Carolyn D Kramer et al. Anaerobe. 2017 Jun.

Abstract

Mounting evidence in humans supports an etiological role for the microbiota in inflammatory atherosclerosis. Atherosclerosis is a progressive disease characterized by accumulation of inflammatory cells and lipids in vascular tissue. While retention of lipoprotein into the sub-endothelial vascular layer is believed to be the initiating stimulus leading to the development of atherosclerosis, activation of multiple pathways related to vascular inflammation and endothelial dysfunction sustain the process by stimulating recruitment of leukocytes and immune cells into the sub-endothelial layer. The Gram-negative oral pathogen Porphyromonas gingivalis has been associated with the development and acceleration of atherosclerosis in humans and these observations have been validated in animal models. It has been proposed that common mechanisms of immune signaling link stimulation by lipids and pathogens to vascular inflammation.

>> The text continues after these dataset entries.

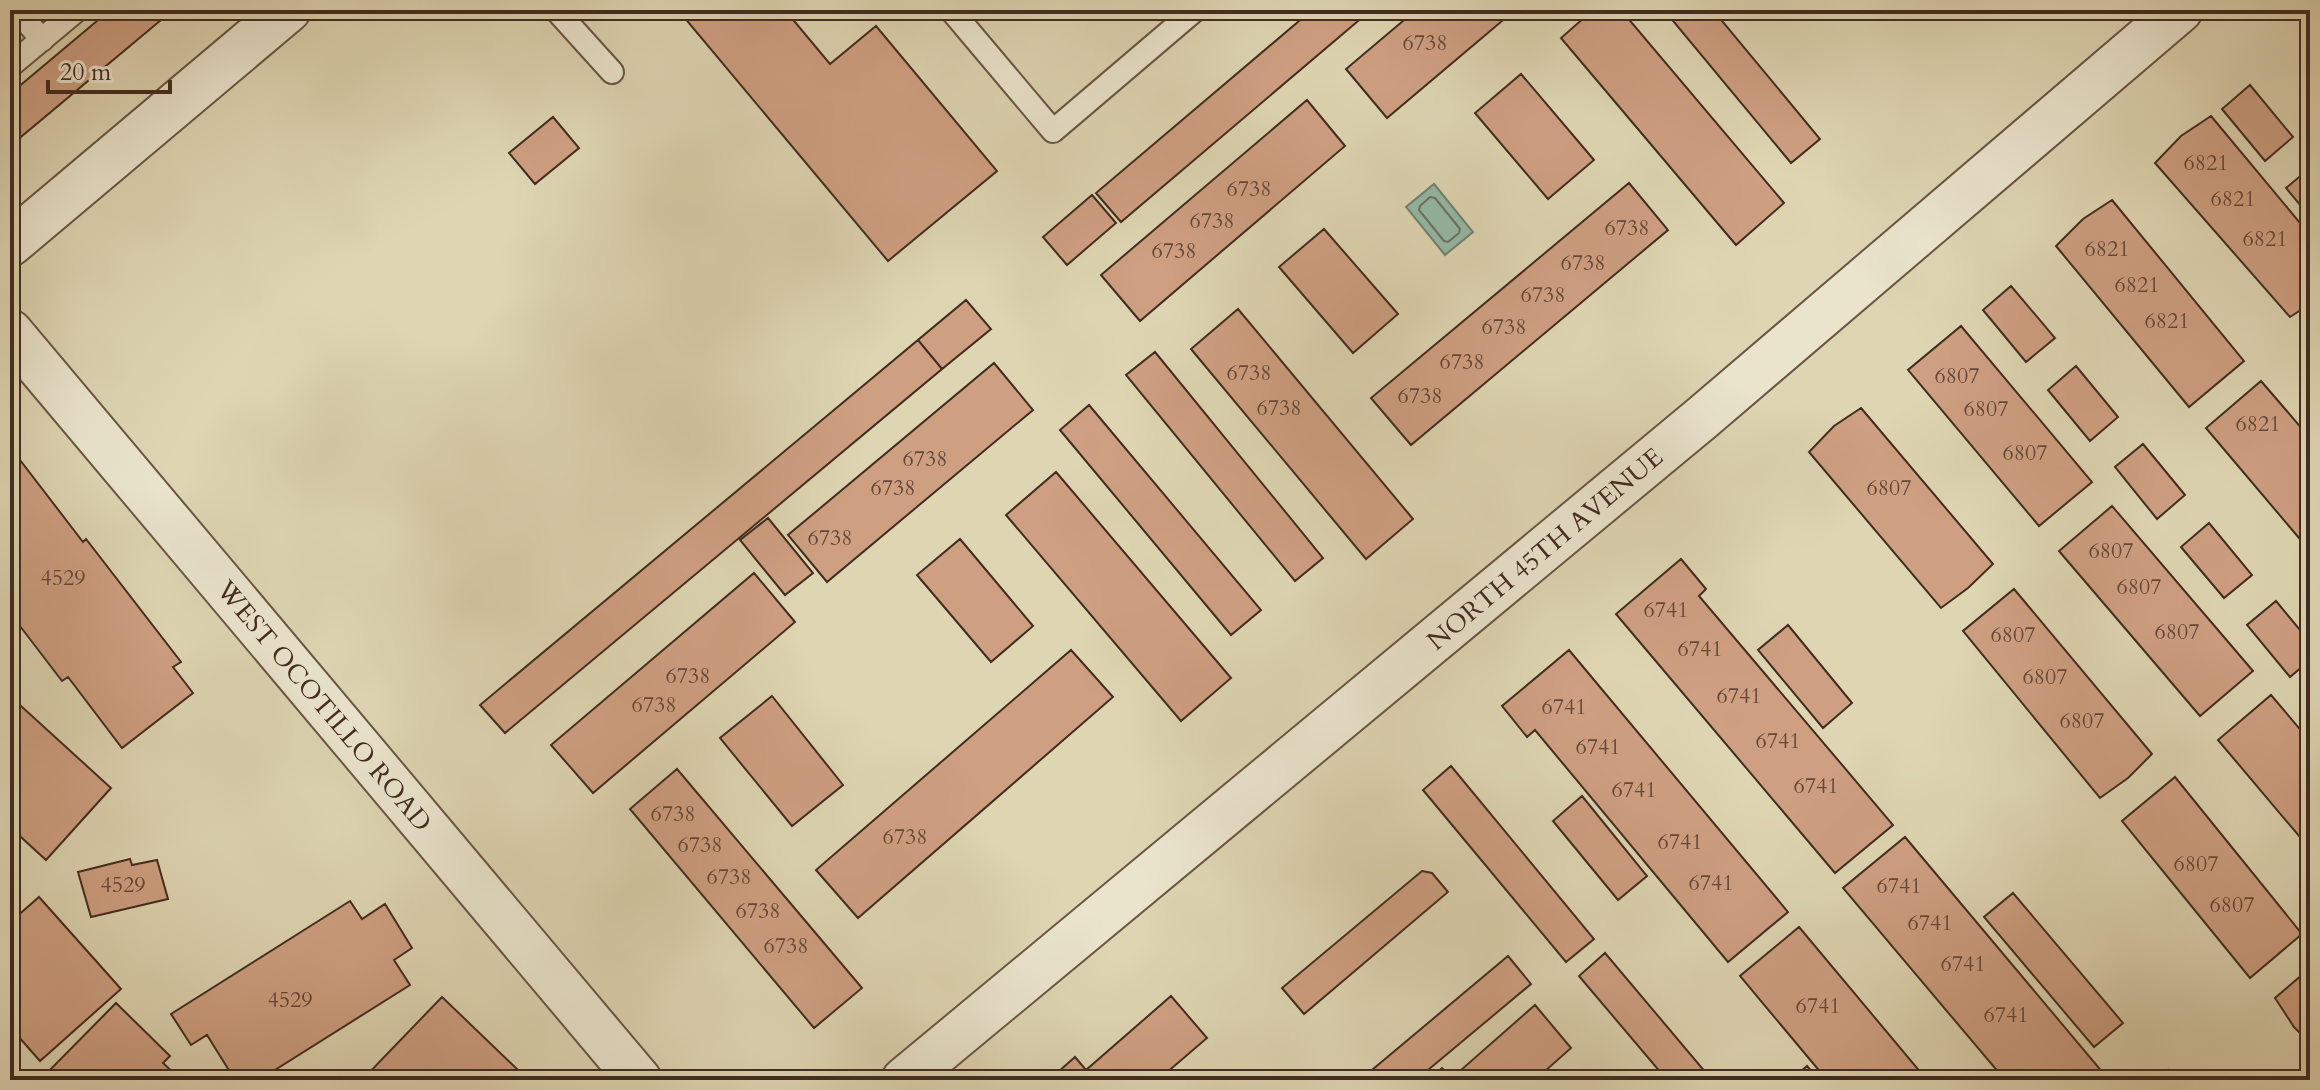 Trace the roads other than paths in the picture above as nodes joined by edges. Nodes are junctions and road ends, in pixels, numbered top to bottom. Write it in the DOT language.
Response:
graph roads {
  1 [pos="17,10"];
  2 [pos="77,10"];
  3 [pos="556,10"];
  4 [pos="951,10"];
  5 [pos="1195,10"];
  6 [pos="2180,10"];
  7 [pos="271,15"];
  8 [pos="42,40"];
  9 [pos="10,66"];
  10 [pos="612,72"];
  11 [pos="10,244"];
  12 [pos="10,332"];
  13 [pos="639,1080"];
  14 [pos="904,1080"];
  1 -- 8 [label="lane"];
  2 -- 8 [label="lane"];
  3 -- 10 [label="lane"];
  4 -- 5 [label="lane"];
  6 -- 14 [label="street, NORTH 45TH AVENUE"];
  7 -- 11 [label="street"];
  8 -- 9 [label="lane"];
  12 -- 13 [label="street, WEST OCOTILLO ROAD"];
} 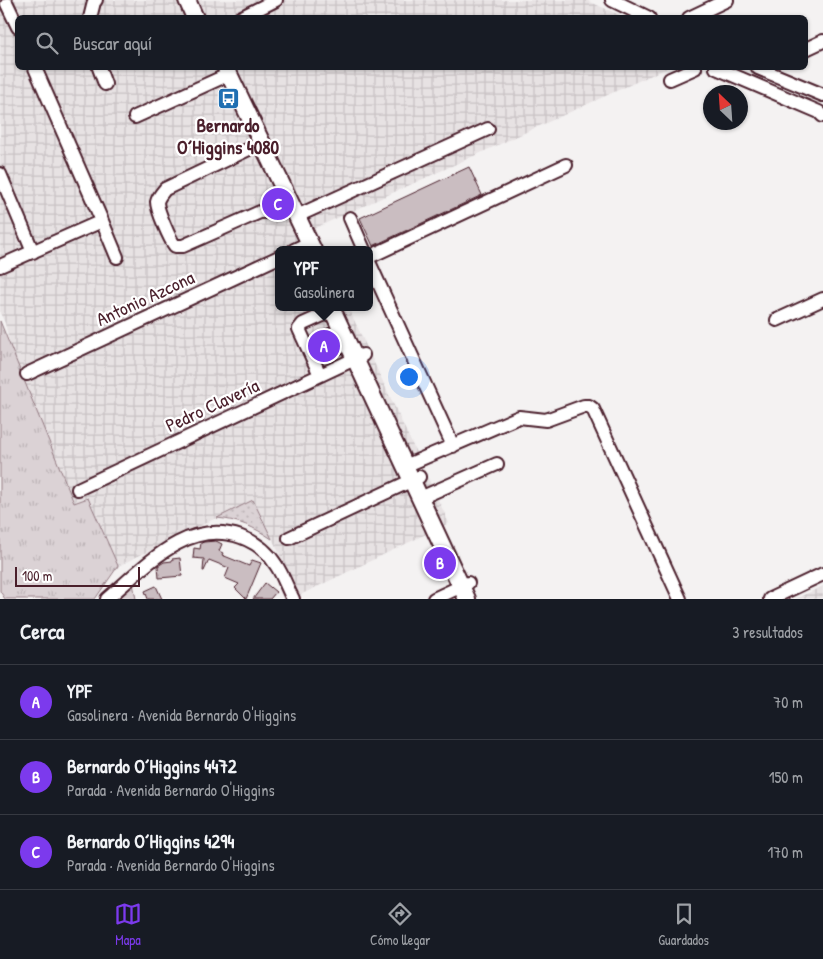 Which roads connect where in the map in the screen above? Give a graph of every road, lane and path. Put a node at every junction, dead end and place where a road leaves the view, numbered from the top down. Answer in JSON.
{"nodes":[{"id":1,"x":96,"y":0,"type":"edge"},
{"id":2,"x":187,"y":0,"type":"edge"},
{"id":3,"x":195,"y":0,"type":"edge"},
{"id":4,"x":276,"y":0,"type":"edge"},
{"id":5,"x":612,"y":0,"type":"edge"},
{"id":6,"x":727,"y":0,"type":"edge"},
{"id":7,"x":8,"y":4,"type":"edge"},
{"id":8,"x":91,"y":15,"type":"edge"},
{"id":9,"x":194,"y":15,"type":"edge"},
{"id":10,"x":202,"y":15,"type":"edge"},
{"id":11,"x":246,"y":15,"type":"edge"},
{"id":12,"x":643,"y":15,"type":"edge"},
{"id":13,"x":695,"y":15,"type":"edge"},
{"id":14,"x":15,"y":20,"type":"edge"},
{"id":15,"x":823,"y":41,"type":"edge"},
{"id":16,"x":808,"y":48,"type":"edge"},
{"id":17,"x":36,"y":70,"type":"edge"},
{"id":18,"x":100,"y":70,"type":"edge"},
{"id":19,"x":690,"y":70,"type":"edge"},
{"id":20,"x":721,"y":70,"type":"edge"},
{"id":21,"x":767,"y":70,"type":"edge"},
{"id":22,"x":223,"y":71,"type":"edge"},
{"id":23,"x":670,"y":79,"type":"dead end"},
{"id":24,"x":105,"y":84,"type":"dead end"},
{"id":25,"x":823,"y":95,"type":"edge"},
{"id":26,"x":135,"y":116,"type":"dead end"},
{"id":27,"x":823,"y":116,"type":"edge"},
{"id":28,"x":488,"y":129,"type":"dead end"},
{"id":29,"x":254,"y":137,"type":"junction"},
{"id":30,"x":566,"y":165,"type":"dead end"},
{"id":31,"x":0,"y":174,"type":"edge"},
{"id":32,"x":290,"y":215,"type":"junction"},
{"id":33,"x":350,"y":218,"type":"dead end"},
{"id":34,"x":102,"y":221,"type":"junction"},
{"id":35,"x":303,"y":246,"type":"edge"},
{"id":36,"x":362,"y":246,"type":"edge"},
{"id":37,"x":33,"y":252,"type":"junction"},
{"id":38,"x":373,"y":255,"type":"edge"},
{"id":39,"x":117,"y":257,"type":"dead end"},
{"id":40,"x":275,"y":259,"type":"edge"},
{"id":41,"x":0,"y":266,"type":"edge"},
{"id":42,"x":373,"y":271,"type":"edge"},
{"id":43,"x":823,"y":300,"type":"edge"},
{"id":44,"x":328,"y":311,"type":"edge"},
{"id":45,"x":335,"y":311,"type":"edge"},
{"id":46,"x":336,"y":311,"type":"edge"},
{"id":47,"x":777,"y":320,"type":"dead end"},
{"id":48,"x":344,"y":337,"type":"junction"},
{"id":49,"x":313,"y":343,"type":"junction"},
{"id":50,"x":319,"y":356,"type":"junction"},
{"id":51,"x":359,"y":357,"type":"junction"},
{"id":52,"x":27,"y":374,"type":"dead end"},
{"id":53,"x":320,"y":375,"type":"junction"},
{"id":54,"x":453,"y":446,"type":"junction"},
{"id":55,"x":498,"y":464,"type":"dead end"},
{"id":56,"x":414,"y":474,"type":"junction"},
{"id":57,"x":78,"y":489,"type":"dead end"},
{"id":58,"x":427,"y":496,"type":"junction"},
{"id":59,"x":289,"y":538,"type":"dead end"},
{"id":60,"x":823,"y":574,"type":"edge"},
{"id":61,"x":465,"y":589,"type":"edge"},
{"id":62,"x":107,"y":599,"type":"edge"},
{"id":63,"x":293,"y":599,"type":"edge"},
{"id":64,"x":434,"y":599,"type":"edge"},
{"id":65,"x":476,"y":599,"type":"edge"},
{"id":66,"x":680,"y":599,"type":"edge"},
{"id":67,"x":770,"y":599,"type":"edge"}],
"edges":[{"from":1,"to":8,"type":"street"},
{"from":2,"to":9,"type":"main road"},
{"from":3,"to":10,"type":"main road"},
{"from":4,"to":11,"type":"street"},
{"from":5,"to":12,"type":"street"},
{"from":6,"to":13,"type":"street"},
{"from":7,"to":14,"type":"street"},
{"from":15,"to":16,"type":"street"},
{"from":17,"to":34,"type":"street"},
{"from":18,"to":24,"type":"street"},
{"from":19,"to":23,"type":"street"},
{"from":20,"to":27,"type":"street"},
{"from":21,"to":25,"type":"street"},
{"from":22,"to":26,"type":"street"},
{"from":22,"to":29,"type":"main road"},
{"from":28,"to":32,"type":"street"},
{"from":29,"to":32,"type":"main road"},
{"from":29,"to":32,"type":"street"},
{"from":30,"to":38,"type":"street"},
{"from":31,"to":37,"type":"street"},
{"from":32,"to":35,"type":"main road"},
{"from":33,"to":36,"type":"street"},
{"from":34,"to":37,"type":"street"},
{"from":34,"to":39,"type":"street"},
{"from":37,"to":41,"type":"street"},
{"from":40,"to":52,"type":"street","name":"Antonio Azcona"},
{"from":42,"to":54,"type":"street"},
{"from":43,"to":47,"type":"street"},
{"from":44,"to":49,"type":"street"},
{"from":45,"to":48,"type":"main road"},
{"from":46,"to":51,"type":"main road"},
{"from":48,"to":49,"type":"street"},
{"from":48,"to":50,"type":"street"},
{"from":48,"to":51,"type":"main road"},
{"from":49,"to":50,"type":"street"},
{"from":50,"to":53,"type":"street"},
{"from":51,"to":53,"type":"street","name":"Pedro Clavería"},
{"from":51,"to":56,"type":"main road"},
{"from":53,"to":57,"type":"street","name":"Pedro Clavería"},
{"from":54,"to":56,"type":"street"},
{"from":54,"to":66,"type":"street"},
{"from":55,"to":58,"type":"street"},
{"from":56,"to":58,"type":"main road"},
{"from":56,"to":59,"type":"street"},
{"from":56,"to":61,"type":"main road"},
{"from":58,"to":61,"type":"main road"},
{"from":60,"to":67,"type":"street"},
{"from":61,"to":64,"type":"street"},
{"from":61,"to":65,"type":"main road"},
{"from":62,"to":63,"type":"street"}]} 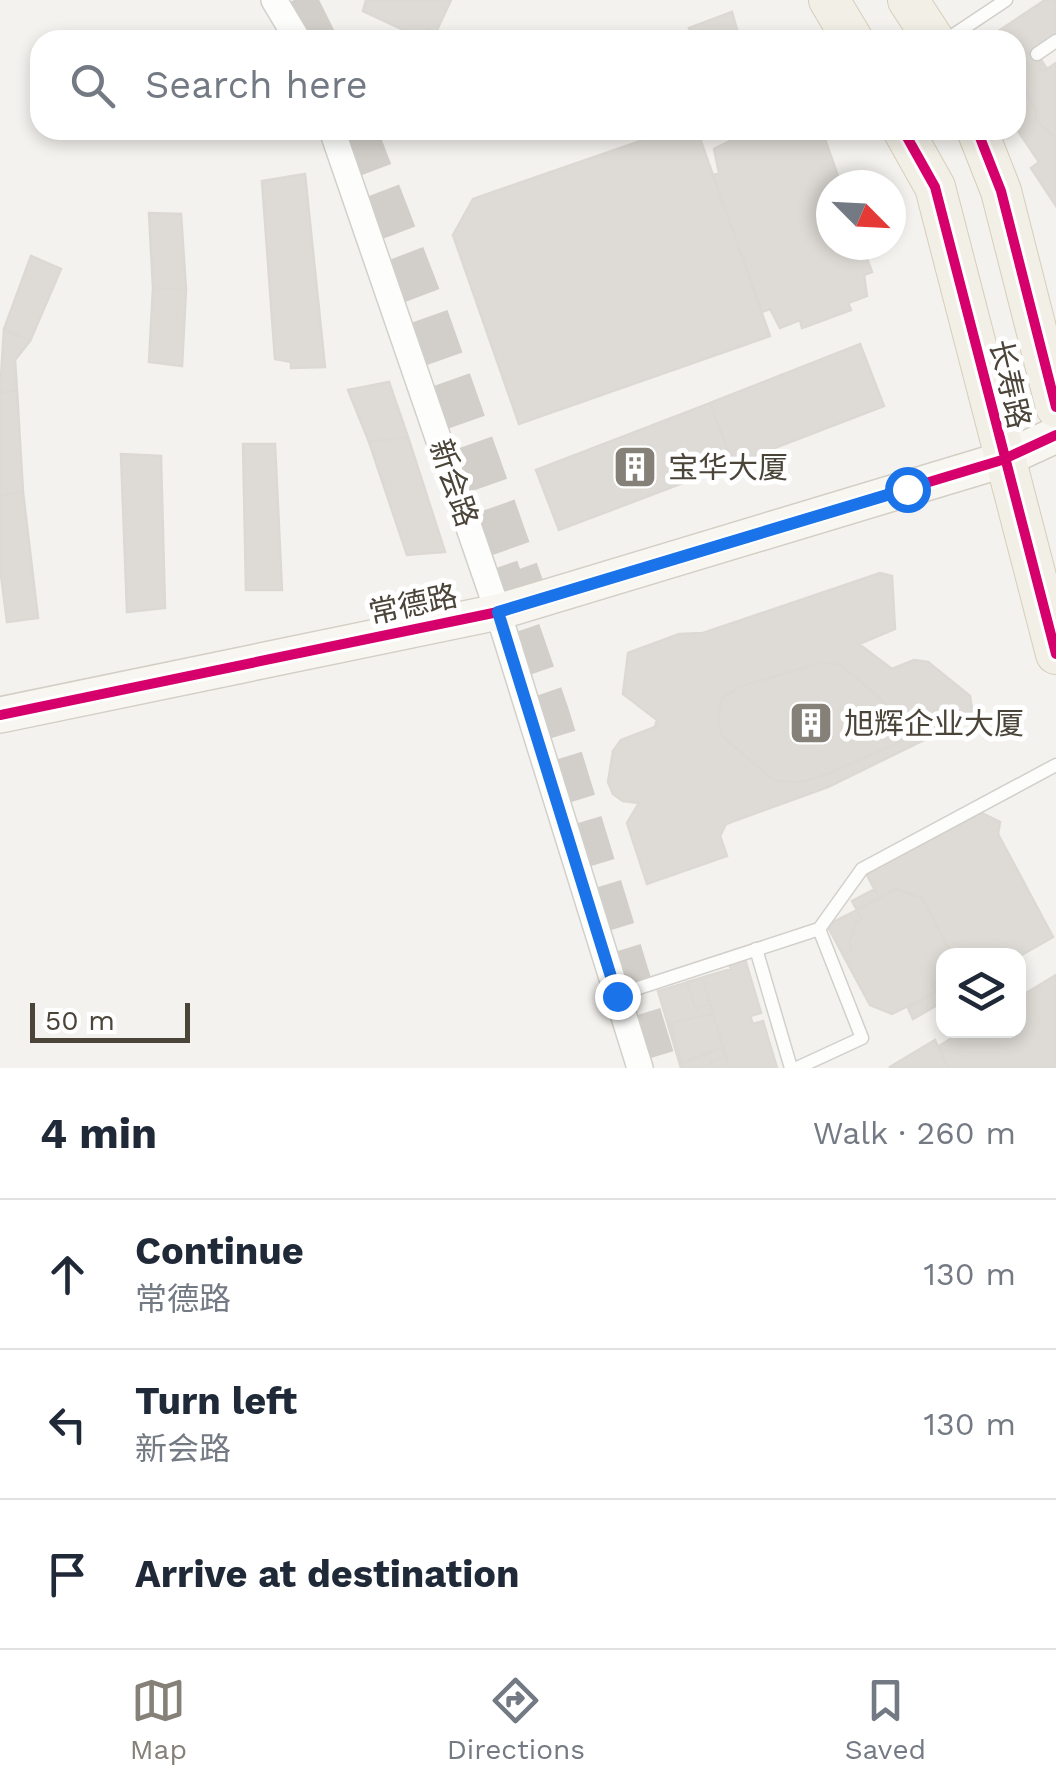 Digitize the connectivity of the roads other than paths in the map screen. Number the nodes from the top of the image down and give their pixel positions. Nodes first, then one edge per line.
1 (274, 0) edge
2 (829, 0) edge
3 (908, 0) edge
4 (1006, 0) edge
5 (292, 30) edge
6 (847, 30) edge
7 (928, 30) edge
8 (961, 30) edge
9 (1056, 41) edge
10 (1037, 54) dead end
11 (335, 140) edge
12 (909, 140) edge
13 (981, 140) edge
14 (1056, 407) edge
15 (1056, 435) edge
16 (1002, 460) junction
17 (498, 612) junction
18 (1056, 654) edge
19 (0, 715) edge
20 (1056, 765) edge
21 (818, 928) junction
22 (756, 949) junction
23 (617, 996) junction
24 (640, 1068) edge
25 (794, 1068) edge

Despite the common outcome of P. gingivalis and lipid feeding on atherosclerosis progression, we established that these pro-atherogenic stimuli induced distinct gene signatures in the ApoE-/- mouse model of atherosclerosis. In this study, we further defined the distinct roles of dietary lipids and P. gingivalis infection on atherosclerosis progression and the gut microbiota. We demonstrate that diet-induced lipid lowering resulted in less atherosclerotic plaque in ApoE-/- mice compared to ApoE-/- mice continuously fed a Western diet. However, the effect of diet-induced lipid lowering on plaque accumulation was blunted by P. gingivalis infection. Using principal component analysis and hierarchical clustering, we demonstrate that dietary intervention as well as P. gingivalis infection result in distinct bacterial communities in fecal and cecal samples of ApoE-/- mice as compared to ApoE-/- mice continuously fed either a Western diet or a normal chow diet. Collectively, we identified distinct microbiota changes accompanying atherosclerotic plaque, suggesting a future avenue for investigation on the impact of the gut microbiota, diet, and P. gingivalis infection on atherosclerosis.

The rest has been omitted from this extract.